[Aim of the exercise]
Start at the line containing "I need the junctions" and transcribe every line exactly through the end of the records below, and only those lines.

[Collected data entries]
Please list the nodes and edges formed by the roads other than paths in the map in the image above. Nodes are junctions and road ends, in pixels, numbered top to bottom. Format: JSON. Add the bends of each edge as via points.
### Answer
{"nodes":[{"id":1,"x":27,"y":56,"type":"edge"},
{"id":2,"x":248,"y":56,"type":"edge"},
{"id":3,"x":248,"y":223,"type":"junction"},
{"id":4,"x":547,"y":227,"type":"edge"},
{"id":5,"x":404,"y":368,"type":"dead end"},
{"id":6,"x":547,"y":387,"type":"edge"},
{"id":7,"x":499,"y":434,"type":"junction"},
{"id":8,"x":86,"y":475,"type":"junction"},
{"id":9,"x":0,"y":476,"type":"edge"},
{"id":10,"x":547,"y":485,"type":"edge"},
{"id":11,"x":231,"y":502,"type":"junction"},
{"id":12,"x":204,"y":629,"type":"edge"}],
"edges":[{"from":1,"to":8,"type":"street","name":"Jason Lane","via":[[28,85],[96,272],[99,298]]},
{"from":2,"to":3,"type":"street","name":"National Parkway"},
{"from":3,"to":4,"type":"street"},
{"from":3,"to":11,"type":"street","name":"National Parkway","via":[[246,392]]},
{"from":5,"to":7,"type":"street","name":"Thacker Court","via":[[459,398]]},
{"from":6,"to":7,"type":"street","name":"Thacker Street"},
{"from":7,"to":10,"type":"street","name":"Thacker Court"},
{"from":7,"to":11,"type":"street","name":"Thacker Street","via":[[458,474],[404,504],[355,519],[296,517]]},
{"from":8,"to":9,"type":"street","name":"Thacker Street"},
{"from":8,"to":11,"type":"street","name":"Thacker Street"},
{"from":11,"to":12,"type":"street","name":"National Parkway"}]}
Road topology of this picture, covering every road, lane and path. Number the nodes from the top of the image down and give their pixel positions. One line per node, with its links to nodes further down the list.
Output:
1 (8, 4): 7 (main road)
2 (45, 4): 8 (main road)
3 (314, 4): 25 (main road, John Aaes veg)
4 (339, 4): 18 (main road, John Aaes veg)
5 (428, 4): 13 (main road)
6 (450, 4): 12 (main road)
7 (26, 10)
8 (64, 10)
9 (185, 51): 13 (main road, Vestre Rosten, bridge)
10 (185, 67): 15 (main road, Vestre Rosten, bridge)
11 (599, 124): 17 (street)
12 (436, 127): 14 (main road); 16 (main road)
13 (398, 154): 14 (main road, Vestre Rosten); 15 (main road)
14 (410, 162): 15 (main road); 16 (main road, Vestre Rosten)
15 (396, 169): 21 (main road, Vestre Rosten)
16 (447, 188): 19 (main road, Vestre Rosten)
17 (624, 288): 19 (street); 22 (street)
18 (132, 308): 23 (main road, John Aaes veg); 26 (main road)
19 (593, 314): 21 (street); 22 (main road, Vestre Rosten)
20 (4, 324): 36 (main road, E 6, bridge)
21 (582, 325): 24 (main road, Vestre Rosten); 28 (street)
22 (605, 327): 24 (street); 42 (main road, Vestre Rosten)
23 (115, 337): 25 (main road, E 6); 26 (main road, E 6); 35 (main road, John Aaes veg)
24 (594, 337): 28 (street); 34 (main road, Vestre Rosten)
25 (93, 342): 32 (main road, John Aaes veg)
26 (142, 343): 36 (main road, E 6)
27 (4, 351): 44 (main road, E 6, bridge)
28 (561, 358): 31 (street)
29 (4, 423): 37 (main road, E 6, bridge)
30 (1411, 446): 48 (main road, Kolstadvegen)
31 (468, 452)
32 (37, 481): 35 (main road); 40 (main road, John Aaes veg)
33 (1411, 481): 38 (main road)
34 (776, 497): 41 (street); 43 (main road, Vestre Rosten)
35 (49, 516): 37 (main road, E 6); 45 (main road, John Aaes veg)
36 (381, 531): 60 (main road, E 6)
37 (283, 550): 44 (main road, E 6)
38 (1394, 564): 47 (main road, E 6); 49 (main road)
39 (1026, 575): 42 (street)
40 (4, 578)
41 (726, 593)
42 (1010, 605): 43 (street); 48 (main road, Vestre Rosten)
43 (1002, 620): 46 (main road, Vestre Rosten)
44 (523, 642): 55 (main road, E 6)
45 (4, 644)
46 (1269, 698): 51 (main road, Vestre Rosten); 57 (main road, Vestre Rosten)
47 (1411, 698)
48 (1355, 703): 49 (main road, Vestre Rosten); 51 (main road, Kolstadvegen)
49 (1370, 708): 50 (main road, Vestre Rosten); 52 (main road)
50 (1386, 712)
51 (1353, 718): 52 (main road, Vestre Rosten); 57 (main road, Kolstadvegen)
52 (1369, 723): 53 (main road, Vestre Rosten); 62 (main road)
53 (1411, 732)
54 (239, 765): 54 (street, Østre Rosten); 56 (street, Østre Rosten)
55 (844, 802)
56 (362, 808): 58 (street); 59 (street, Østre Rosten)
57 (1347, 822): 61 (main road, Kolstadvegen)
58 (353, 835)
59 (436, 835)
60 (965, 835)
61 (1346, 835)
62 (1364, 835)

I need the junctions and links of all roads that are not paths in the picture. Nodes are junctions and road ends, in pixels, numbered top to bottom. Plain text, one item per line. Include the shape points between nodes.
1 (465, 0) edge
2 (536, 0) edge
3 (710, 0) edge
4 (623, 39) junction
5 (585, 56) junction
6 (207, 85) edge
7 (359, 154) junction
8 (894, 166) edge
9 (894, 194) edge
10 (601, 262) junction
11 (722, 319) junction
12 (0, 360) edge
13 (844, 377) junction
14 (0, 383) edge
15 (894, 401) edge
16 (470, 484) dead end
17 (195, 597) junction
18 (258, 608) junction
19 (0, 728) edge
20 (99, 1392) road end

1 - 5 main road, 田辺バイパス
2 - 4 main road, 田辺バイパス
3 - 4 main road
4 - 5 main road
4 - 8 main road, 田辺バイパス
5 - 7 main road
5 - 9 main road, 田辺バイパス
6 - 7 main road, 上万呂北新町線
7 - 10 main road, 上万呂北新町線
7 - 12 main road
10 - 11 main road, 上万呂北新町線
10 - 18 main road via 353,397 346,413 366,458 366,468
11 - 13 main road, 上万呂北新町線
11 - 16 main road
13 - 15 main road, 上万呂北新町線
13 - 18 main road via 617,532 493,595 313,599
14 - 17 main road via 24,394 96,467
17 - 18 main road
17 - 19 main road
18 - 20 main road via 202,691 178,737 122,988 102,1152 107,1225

[Task solution]
I need the junctions and links of all roads that are not paths in the picture. Nodes are junctions and road ends, in pixels, numbered top to bottom. Plain text, one item per line. Include the shape points between nodes.
1 (465, 0) edge
2 (536, 0) edge
3 (710, 0) edge
4 (623, 39) junction
5 (585, 56) junction
6 (207, 85) edge
7 (359, 154) junction
8 (894, 166) edge
9 (894, 194) edge
10 (601, 262) junction
11 (722, 319) junction
12 (0, 360) edge
13 (844, 377) junction
14 (0, 383) edge
15 (894, 401) edge
16 (470, 484) dead end
17 (195, 597) junction
18 (258, 608) junction
19 (0, 728) edge
20 (99, 1392) road end

1 - 5 main road, 田辺バイパス
2 - 4 main road, 田辺バイパス
3 - 4 main road
4 - 5 main road
4 - 8 main road, 田辺バイパス
5 - 7 main road
5 - 9 main road, 田辺バイパス
6 - 7 main road, 上万呂北新町線
7 - 10 main road, 上万呂北新町線
7 - 12 main road
10 - 11 main road, 上万呂北新町線
10 - 18 main road via 353,397 346,413 366,458 366,468
11 - 13 main road, 上万呂北新町線
11 - 16 main road
13 - 15 main road, 上万呂北新町線
13 - 18 main road via 617,532 493,595 313,599
14 - 17 main road via 24,394 96,467
17 - 18 main road
17 - 19 main road
18 - 20 main road via 202,691 178,737 122,988 102,1152 107,1225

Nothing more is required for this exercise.